A joint U.S.-Canadian commission voted last month to curtail halibut fishing along the Pacific coast this year.
In Area 2C, which spans Southeast Alaska from the U.S.-Canada maritime border to Yakutat, the total allowable halibut take was set at 5.85 million pounds for 2023, down 1% from the 5.91 million pounds allowed in 2022, the International Pacific Halibut Commission announced.
Guided recreational or charter fishermen can catch 800,000 pounds of halibut in Area 2C. Non-guided recreational fishermen in Area 2C are expected to catch 1.14 million pounds of halibut in 2023.
Commercial fishermen can catch 3.41 million pounds, down 2.85% from the 3.51 million pound limit set in 2022.
The commission sets annual catch limits and management measures for the Pacific halibut fishery across eight regulatory areas including northern California, Oregon, Washington, British Columbia and Alaska coasts.
The commission at its annual meeting in Victoria, British Columbia, approved an overall coastwide halibut take of 36.97 million pounds for 2023, down 10.31% from the 41.22 million pounds allowed in 2022, according to information from the U.S. National Oceanic and Atmospheric Administration.
This total catch limit includes landings from commercial halibut fisheries, recreational fisheries and subsistence fishing, as well as “discard mortality” (bycatch) in all fisheries.
Commercial halibut fishermen across all management areas combined will be allowed to catch 24.9 million pounds in 2023, down 11.29% from 28.07 million pounds in 2022. Recreational fishermen are expected to catch 2.4 million pounds of halibut.
Since the commission began regulating halibut in 1923, the annual mortality limit for all management areas has ranged from 34 million to 100 million pounds per year, with an average of 63 million pounds per year.

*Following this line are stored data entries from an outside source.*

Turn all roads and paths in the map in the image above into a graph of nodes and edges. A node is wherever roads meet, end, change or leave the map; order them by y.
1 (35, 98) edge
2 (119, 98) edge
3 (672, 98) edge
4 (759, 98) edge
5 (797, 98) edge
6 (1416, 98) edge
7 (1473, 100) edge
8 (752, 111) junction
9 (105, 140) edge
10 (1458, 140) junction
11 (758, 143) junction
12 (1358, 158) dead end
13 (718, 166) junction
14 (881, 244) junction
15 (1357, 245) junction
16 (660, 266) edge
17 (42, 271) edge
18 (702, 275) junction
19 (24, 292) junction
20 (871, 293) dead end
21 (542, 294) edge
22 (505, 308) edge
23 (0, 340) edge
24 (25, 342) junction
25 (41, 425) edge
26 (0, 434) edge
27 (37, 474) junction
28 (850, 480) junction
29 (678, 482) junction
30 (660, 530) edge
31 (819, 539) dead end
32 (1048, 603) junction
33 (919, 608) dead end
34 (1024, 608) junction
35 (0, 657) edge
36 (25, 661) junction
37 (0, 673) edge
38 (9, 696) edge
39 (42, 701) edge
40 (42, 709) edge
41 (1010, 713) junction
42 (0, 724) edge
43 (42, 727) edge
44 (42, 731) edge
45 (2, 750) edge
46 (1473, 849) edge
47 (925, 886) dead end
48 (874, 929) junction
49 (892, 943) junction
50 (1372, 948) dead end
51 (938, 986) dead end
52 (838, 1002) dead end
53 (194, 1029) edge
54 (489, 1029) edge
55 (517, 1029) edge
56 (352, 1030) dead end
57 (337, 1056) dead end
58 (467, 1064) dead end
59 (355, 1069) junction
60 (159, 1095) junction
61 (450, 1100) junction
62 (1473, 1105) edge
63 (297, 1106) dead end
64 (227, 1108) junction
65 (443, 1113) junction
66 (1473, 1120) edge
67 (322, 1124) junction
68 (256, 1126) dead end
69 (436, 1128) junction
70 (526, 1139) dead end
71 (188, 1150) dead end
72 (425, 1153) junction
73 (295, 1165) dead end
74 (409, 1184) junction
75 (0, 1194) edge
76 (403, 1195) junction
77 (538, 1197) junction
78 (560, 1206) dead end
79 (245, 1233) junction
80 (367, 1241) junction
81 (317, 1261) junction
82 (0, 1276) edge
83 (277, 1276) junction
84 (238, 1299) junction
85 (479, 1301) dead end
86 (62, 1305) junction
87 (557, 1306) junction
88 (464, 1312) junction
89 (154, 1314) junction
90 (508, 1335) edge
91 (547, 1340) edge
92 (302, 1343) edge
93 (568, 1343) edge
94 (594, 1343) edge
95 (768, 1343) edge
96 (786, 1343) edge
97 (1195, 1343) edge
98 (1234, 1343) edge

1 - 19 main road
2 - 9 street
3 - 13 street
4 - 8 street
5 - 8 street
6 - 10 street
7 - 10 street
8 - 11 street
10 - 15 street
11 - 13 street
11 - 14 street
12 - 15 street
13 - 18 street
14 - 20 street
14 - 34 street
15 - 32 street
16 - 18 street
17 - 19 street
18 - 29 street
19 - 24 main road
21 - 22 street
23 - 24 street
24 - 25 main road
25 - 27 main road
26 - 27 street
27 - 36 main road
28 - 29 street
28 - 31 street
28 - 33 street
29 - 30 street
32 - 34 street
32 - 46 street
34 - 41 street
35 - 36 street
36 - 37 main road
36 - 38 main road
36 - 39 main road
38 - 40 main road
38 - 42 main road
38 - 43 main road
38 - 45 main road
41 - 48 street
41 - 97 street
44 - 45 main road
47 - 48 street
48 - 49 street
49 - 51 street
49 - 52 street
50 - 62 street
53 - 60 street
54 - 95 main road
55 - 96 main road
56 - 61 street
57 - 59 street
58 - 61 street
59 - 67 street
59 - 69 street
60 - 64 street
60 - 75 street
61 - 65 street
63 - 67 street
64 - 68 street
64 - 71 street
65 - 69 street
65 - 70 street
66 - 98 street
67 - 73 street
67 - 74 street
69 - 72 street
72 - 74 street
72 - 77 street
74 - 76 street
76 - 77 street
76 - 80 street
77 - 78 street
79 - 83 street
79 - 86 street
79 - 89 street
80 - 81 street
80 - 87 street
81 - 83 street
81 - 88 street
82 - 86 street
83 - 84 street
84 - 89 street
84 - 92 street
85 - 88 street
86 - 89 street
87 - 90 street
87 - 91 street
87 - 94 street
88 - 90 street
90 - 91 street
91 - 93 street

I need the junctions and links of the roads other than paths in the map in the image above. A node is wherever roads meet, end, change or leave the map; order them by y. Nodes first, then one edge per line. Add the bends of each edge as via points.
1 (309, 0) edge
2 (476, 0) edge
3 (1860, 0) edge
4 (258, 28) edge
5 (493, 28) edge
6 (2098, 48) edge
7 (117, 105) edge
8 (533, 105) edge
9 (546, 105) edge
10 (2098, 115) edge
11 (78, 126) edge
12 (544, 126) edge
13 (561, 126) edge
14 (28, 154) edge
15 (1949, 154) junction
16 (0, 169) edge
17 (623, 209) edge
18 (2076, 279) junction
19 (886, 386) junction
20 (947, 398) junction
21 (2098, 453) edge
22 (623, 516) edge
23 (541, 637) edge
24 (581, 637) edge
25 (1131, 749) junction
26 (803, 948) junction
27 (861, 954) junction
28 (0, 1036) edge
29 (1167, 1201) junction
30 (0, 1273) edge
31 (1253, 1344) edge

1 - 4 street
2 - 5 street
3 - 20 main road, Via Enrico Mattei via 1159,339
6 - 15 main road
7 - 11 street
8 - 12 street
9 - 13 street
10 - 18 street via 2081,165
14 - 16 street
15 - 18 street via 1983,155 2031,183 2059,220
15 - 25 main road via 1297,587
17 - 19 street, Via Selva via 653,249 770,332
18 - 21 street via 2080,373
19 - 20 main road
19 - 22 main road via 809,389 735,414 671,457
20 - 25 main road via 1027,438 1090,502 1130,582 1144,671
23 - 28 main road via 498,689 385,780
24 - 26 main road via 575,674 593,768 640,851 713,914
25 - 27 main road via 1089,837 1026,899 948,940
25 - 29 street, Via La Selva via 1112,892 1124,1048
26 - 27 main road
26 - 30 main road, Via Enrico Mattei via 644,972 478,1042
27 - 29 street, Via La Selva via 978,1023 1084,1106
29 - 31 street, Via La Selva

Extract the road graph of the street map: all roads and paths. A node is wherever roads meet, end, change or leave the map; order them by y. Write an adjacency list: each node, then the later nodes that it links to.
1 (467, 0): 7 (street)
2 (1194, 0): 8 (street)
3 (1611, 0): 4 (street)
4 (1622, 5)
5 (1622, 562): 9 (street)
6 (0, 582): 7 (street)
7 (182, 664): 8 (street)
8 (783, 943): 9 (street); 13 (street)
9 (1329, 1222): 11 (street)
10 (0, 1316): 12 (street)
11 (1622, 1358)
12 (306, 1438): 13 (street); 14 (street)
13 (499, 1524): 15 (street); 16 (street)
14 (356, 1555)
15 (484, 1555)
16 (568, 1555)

In Alaska, rural residents and Alaska Native tribal citizens can fish for halibut with Subsistence Halibut Registration Certificates regulated by the commission and implemented by NOAA Fisheries. There is no areawide or coastwide harvest cap for subsistence fishing. The halibut commission estimates subsistence fishermen in Area 2C will catch 290,000 pounds of halibut in 2023, similar to last year’s volume.
In Area 2C, surveys showed just a 1% decline in abundance. In the Gulf of Alaska Area 3A, where halibut biomass is the highest, surveys showed a 37% drop in abundance.
“It’s always a mystery what creates a strong year class in fish. We know it’s environmental conditions, but we don’t know exactly what those conditions are that help a bunch of baby fish spawn and survive,” said Linda Behnken, who represents the Alaska Longline Fisherman’s Association and is U.S. co-chair of the conference board, a 55-member group of harvesters from the U.S. and Canada.
Behnken said the past five or six years have brought some of the worst-ever “year classes” of fish that hatched. It takes fish a few years to grow large enough to bite a baited hook.
The commission also adopted a proposal from NOAA that changes rules to allow for limited consumption of recreationally caught halibut by fishermen on board charter and sport fishing vessels in all Alaska regulatory areas. Previously, all halibut had to be returned to the dock before sport fishermen could process or eat their catch.
The commercial halibut season will be open March 10.